И что лучше, как путешествовать здесь,-- обращаясь за содействием к начальству китайскому или, доверяя гостеприимству народа, с ним только и иметь дело?
Прежде всего всякое начальство -- начальство. Допустим даже, что оно окажется любезным и гостеприимным. Но, во-первых, при сношении с ним неприятна потеря времени. Во-вторых, всякое начальство пожелает доказать разумность своего существования. Какой путь в данном случае изберет китайское начальство? Навяжет, может быть, нам солдат, которым надо платить, а у нас так мало денег. А может быть, задержит нас до получения уведомления из центров, что нас действительно можно пропустить. И сделано ли еще такое уведомление?
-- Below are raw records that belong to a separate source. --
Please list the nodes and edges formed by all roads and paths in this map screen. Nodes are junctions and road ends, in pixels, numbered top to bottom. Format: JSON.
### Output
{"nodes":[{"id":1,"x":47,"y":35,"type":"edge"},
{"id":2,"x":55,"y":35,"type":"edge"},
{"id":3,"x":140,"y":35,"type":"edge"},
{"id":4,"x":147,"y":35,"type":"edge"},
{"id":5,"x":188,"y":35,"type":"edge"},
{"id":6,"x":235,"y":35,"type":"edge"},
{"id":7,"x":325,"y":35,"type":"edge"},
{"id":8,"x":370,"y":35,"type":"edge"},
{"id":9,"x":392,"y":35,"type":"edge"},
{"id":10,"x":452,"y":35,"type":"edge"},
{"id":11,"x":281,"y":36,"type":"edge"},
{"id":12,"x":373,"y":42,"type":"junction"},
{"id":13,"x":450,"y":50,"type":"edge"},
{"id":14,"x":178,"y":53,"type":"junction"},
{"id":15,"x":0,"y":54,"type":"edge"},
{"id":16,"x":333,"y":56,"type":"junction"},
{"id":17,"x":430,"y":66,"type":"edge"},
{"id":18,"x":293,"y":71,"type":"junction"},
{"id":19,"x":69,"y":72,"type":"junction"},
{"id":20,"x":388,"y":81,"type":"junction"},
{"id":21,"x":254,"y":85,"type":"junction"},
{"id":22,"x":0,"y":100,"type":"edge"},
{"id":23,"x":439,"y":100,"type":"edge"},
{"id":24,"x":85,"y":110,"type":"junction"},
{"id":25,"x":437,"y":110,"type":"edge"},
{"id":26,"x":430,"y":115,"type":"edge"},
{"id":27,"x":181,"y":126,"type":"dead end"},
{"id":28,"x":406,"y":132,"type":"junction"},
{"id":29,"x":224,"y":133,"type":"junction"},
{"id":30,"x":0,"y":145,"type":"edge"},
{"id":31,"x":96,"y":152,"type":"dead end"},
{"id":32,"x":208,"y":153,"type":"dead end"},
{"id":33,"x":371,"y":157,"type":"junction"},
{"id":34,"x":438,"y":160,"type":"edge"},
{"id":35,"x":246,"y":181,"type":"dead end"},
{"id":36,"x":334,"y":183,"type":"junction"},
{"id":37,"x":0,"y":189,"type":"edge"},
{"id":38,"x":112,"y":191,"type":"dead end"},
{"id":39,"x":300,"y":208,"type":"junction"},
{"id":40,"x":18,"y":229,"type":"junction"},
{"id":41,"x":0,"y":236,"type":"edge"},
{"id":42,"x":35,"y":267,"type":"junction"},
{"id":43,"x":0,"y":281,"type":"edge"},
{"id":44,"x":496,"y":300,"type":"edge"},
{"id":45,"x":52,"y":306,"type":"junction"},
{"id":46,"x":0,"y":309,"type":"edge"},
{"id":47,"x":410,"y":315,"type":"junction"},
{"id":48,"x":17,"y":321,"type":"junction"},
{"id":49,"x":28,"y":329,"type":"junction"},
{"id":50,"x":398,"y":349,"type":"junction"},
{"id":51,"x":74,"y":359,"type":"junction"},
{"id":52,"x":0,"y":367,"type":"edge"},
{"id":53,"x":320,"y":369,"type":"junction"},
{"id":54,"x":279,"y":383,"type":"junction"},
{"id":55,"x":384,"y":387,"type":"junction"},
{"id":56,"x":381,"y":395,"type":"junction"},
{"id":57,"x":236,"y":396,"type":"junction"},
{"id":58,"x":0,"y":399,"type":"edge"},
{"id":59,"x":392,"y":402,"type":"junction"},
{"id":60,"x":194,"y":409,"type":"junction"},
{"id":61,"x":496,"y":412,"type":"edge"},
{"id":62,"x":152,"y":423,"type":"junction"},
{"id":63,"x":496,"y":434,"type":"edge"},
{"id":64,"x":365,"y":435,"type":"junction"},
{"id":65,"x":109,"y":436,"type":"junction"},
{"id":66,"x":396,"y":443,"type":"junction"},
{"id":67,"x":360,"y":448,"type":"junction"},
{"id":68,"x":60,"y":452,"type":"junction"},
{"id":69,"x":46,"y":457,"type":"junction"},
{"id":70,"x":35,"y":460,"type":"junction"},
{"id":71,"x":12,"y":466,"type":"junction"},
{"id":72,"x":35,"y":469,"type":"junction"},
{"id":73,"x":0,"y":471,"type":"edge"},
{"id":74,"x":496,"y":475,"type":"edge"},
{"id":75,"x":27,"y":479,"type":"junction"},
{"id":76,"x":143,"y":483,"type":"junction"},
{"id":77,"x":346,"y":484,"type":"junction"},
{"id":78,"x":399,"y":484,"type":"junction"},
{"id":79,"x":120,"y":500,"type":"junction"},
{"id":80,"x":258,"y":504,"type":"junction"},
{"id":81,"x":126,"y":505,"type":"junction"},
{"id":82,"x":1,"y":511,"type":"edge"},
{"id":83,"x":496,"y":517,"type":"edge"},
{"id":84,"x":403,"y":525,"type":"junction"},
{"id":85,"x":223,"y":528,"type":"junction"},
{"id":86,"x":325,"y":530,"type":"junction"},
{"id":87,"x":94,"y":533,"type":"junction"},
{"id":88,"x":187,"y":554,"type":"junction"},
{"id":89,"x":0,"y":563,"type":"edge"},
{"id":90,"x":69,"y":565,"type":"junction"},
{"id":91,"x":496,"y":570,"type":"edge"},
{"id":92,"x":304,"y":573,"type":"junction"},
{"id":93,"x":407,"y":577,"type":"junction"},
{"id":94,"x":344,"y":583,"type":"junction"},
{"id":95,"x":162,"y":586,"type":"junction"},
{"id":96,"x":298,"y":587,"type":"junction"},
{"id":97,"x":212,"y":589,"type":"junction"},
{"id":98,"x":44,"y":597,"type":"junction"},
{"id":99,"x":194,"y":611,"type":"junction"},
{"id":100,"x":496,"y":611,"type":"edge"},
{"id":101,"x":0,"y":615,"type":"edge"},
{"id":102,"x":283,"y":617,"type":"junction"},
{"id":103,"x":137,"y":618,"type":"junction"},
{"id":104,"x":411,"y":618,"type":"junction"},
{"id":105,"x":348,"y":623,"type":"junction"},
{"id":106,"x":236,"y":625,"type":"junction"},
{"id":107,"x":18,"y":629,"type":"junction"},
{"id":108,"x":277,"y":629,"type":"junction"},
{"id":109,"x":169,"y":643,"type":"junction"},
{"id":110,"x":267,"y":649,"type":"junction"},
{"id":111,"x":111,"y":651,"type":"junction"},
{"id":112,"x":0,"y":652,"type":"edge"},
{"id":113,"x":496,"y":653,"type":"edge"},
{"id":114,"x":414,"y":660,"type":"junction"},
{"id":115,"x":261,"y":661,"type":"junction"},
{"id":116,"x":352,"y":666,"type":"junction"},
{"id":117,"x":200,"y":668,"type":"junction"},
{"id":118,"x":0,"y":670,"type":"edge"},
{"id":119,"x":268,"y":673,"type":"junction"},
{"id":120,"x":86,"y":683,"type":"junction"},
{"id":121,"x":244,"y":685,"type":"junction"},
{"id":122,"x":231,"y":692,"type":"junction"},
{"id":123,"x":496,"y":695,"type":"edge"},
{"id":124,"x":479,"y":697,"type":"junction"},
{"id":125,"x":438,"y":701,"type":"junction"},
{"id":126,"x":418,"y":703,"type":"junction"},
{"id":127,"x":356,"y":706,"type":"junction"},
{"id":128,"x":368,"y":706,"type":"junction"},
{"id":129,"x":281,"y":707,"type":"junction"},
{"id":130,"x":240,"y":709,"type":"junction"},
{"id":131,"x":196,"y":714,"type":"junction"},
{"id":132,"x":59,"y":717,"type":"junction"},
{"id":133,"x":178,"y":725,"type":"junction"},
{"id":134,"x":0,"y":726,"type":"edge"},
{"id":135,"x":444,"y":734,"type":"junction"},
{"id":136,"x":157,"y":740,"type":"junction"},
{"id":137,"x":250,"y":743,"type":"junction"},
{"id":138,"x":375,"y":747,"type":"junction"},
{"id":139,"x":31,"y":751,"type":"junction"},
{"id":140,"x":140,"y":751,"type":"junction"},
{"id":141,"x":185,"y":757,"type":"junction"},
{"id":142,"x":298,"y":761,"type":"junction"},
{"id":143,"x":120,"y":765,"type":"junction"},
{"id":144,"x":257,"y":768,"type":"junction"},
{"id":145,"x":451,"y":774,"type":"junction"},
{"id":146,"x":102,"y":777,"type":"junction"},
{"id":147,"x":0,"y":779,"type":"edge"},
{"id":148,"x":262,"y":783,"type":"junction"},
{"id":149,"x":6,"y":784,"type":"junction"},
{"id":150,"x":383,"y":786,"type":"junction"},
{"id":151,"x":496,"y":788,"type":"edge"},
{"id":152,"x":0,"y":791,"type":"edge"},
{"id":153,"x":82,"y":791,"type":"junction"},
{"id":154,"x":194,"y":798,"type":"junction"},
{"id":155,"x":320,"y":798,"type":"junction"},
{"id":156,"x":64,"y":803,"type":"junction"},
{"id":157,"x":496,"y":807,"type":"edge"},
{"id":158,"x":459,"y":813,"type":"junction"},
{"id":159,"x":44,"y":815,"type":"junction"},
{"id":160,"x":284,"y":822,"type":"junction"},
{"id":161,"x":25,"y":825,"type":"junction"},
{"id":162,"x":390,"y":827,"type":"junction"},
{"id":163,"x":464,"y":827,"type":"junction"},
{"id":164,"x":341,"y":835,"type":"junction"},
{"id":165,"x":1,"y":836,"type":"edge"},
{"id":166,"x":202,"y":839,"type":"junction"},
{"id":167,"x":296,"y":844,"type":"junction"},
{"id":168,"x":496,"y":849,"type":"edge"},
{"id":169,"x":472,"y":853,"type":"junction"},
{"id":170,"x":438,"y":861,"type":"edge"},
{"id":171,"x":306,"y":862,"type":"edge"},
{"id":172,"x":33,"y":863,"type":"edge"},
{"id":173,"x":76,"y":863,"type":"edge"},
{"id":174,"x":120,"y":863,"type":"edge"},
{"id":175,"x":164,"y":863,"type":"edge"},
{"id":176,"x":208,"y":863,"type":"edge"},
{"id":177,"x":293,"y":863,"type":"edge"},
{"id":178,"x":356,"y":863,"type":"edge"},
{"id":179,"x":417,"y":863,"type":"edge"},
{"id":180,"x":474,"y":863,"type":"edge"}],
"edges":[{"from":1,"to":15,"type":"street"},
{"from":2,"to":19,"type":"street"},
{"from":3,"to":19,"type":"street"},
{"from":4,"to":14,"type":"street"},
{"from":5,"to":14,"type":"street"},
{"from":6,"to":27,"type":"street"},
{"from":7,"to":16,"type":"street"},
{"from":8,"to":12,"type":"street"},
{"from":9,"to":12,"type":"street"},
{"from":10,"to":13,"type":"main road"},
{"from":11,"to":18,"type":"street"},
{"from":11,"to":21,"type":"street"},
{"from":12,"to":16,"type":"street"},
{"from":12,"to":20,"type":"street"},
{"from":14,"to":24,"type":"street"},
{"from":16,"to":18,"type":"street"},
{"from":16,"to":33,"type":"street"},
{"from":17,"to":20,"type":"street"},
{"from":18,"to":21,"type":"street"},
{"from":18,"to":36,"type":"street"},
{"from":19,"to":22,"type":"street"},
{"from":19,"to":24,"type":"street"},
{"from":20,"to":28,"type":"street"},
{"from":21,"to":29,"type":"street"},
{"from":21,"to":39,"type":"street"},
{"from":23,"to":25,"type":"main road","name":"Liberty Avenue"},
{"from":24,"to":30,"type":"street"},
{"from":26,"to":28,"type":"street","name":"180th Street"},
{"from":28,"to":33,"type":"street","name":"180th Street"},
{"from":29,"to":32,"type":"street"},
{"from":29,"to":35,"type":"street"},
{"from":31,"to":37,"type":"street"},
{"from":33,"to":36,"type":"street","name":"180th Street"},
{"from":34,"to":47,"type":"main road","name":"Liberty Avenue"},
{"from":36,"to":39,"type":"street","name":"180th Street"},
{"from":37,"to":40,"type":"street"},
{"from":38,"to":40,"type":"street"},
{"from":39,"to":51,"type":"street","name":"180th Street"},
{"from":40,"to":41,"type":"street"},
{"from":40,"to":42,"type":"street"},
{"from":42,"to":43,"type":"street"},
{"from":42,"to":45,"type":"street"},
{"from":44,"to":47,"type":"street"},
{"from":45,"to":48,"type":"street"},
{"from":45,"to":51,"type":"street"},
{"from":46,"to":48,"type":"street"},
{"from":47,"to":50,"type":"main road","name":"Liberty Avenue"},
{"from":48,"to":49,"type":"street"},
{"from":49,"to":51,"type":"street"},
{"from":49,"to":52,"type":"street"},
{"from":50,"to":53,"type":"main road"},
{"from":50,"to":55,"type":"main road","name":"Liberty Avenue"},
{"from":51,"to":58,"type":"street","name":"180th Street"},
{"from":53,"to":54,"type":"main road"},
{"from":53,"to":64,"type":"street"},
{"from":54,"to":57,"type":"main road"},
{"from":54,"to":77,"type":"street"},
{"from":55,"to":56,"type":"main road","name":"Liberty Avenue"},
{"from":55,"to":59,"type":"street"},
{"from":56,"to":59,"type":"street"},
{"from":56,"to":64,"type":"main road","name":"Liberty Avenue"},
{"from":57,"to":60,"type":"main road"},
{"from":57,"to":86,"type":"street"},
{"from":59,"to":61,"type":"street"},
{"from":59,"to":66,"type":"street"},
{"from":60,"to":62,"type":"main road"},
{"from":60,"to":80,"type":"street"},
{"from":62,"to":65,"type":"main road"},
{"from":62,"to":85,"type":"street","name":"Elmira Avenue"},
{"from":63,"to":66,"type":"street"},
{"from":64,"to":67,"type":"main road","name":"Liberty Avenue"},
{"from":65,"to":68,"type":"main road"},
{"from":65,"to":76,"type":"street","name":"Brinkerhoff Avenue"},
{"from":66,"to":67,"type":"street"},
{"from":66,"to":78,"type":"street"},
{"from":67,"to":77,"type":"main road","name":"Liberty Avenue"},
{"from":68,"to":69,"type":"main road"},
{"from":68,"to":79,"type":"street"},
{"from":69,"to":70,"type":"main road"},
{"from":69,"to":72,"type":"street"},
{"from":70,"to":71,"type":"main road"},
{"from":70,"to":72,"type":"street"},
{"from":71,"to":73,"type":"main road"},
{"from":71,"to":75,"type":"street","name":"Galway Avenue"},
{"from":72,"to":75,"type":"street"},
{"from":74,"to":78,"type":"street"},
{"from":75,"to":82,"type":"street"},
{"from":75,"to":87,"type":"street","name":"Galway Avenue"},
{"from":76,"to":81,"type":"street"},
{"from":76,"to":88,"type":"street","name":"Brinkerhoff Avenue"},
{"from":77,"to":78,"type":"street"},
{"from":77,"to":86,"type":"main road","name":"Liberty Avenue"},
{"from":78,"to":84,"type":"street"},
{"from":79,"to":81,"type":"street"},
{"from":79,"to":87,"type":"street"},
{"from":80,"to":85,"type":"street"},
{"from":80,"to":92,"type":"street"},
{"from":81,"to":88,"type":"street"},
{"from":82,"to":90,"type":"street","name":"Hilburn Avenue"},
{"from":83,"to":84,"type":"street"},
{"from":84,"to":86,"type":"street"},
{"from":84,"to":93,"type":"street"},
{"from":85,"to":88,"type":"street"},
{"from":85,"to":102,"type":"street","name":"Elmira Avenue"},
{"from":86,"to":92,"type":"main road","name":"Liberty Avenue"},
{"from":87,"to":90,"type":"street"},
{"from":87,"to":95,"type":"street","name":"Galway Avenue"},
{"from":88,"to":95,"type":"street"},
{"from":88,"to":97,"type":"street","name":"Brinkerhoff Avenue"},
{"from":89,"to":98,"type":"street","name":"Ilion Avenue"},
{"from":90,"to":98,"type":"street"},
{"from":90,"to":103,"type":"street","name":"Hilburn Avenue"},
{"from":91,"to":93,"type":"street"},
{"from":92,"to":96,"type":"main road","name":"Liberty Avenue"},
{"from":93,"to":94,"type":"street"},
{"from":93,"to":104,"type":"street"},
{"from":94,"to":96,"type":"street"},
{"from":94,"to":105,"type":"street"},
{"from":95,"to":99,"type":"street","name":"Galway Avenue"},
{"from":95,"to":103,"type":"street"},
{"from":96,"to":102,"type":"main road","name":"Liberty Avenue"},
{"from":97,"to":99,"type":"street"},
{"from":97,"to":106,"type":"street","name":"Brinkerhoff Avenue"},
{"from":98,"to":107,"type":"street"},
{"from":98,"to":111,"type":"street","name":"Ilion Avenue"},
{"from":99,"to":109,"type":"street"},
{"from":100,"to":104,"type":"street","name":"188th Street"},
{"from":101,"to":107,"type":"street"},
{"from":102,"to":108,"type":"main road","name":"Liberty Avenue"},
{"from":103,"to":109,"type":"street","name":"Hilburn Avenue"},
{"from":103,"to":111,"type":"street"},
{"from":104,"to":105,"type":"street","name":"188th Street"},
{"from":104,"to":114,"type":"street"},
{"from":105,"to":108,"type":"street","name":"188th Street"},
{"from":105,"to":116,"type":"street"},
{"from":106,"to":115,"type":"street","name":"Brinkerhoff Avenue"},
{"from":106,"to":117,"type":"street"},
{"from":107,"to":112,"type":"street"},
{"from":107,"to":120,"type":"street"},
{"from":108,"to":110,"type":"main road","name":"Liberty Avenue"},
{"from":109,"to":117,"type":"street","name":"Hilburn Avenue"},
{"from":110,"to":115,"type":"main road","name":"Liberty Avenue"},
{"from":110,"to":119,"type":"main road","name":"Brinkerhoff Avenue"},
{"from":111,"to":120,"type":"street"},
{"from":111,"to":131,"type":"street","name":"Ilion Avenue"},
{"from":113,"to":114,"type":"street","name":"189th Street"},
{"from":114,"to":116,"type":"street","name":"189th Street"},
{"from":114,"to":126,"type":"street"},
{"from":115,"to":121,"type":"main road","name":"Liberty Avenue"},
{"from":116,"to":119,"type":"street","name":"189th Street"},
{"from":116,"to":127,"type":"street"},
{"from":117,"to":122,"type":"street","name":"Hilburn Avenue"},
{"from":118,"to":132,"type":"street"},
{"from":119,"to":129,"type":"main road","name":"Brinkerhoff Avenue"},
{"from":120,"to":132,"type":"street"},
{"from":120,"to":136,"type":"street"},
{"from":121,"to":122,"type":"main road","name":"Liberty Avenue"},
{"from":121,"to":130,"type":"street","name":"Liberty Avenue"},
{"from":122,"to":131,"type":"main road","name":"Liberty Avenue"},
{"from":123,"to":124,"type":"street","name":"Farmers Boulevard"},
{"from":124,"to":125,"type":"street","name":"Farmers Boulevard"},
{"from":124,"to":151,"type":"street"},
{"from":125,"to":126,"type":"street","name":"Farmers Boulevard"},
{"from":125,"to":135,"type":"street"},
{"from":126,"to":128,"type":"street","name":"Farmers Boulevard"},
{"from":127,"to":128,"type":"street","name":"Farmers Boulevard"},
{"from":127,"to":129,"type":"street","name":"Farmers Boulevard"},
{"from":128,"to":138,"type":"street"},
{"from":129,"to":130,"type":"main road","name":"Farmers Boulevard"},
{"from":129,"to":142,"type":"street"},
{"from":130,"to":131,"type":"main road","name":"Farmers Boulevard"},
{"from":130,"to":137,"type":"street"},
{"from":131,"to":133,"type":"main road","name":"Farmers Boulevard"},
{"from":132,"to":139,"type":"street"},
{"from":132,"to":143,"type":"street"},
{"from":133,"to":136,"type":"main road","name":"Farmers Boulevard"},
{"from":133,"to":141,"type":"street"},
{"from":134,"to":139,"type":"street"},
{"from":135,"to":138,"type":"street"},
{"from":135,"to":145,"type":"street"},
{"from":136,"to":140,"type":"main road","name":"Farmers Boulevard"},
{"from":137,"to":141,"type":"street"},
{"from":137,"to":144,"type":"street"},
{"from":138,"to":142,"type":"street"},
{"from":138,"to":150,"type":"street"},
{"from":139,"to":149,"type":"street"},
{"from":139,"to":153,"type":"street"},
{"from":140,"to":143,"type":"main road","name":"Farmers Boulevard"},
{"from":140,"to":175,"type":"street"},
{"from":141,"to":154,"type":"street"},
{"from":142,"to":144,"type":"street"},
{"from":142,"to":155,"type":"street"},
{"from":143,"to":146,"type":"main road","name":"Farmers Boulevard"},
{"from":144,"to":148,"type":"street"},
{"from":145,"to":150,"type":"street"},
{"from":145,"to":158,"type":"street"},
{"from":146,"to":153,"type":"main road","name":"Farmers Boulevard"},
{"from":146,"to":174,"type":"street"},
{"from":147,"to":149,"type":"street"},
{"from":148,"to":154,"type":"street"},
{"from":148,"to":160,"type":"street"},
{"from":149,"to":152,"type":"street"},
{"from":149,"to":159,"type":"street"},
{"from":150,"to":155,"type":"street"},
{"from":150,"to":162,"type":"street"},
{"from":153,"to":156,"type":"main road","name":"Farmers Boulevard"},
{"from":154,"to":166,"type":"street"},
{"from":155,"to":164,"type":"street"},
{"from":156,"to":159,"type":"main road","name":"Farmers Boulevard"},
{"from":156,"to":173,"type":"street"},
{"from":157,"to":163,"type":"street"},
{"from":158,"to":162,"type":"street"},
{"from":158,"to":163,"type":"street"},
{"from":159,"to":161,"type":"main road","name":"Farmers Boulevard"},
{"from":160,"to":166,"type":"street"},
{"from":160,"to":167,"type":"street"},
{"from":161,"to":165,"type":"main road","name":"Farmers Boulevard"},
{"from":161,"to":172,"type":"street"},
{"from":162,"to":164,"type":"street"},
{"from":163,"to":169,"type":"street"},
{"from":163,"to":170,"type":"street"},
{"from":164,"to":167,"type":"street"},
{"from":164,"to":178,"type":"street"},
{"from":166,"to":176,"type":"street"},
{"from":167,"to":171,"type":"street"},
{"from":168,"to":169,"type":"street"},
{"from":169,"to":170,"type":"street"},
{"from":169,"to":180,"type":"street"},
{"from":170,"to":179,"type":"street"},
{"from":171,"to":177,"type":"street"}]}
А если допустить нелюбезность, то осложнений может быть множество вплоть до подстрекательства населения, запрещения везти нас, что-либо продавать нам.
Так как такие случаи бывали уже с другими путешественниками, то во всяком случае получается некоторый риск в том и другом случае. Но за путешествие помимо начальства была -- большая скорость путешествия и связанная с ней психология: пока люди будут успевать только раскрывать рты при виде нас, мы уже будем далеко. На ночлегах же, приезжая поздно и уезжая рано, мы опять-таки никому не дадим опередить себя, и всегда первые и сами повезем весть о своем прибытии.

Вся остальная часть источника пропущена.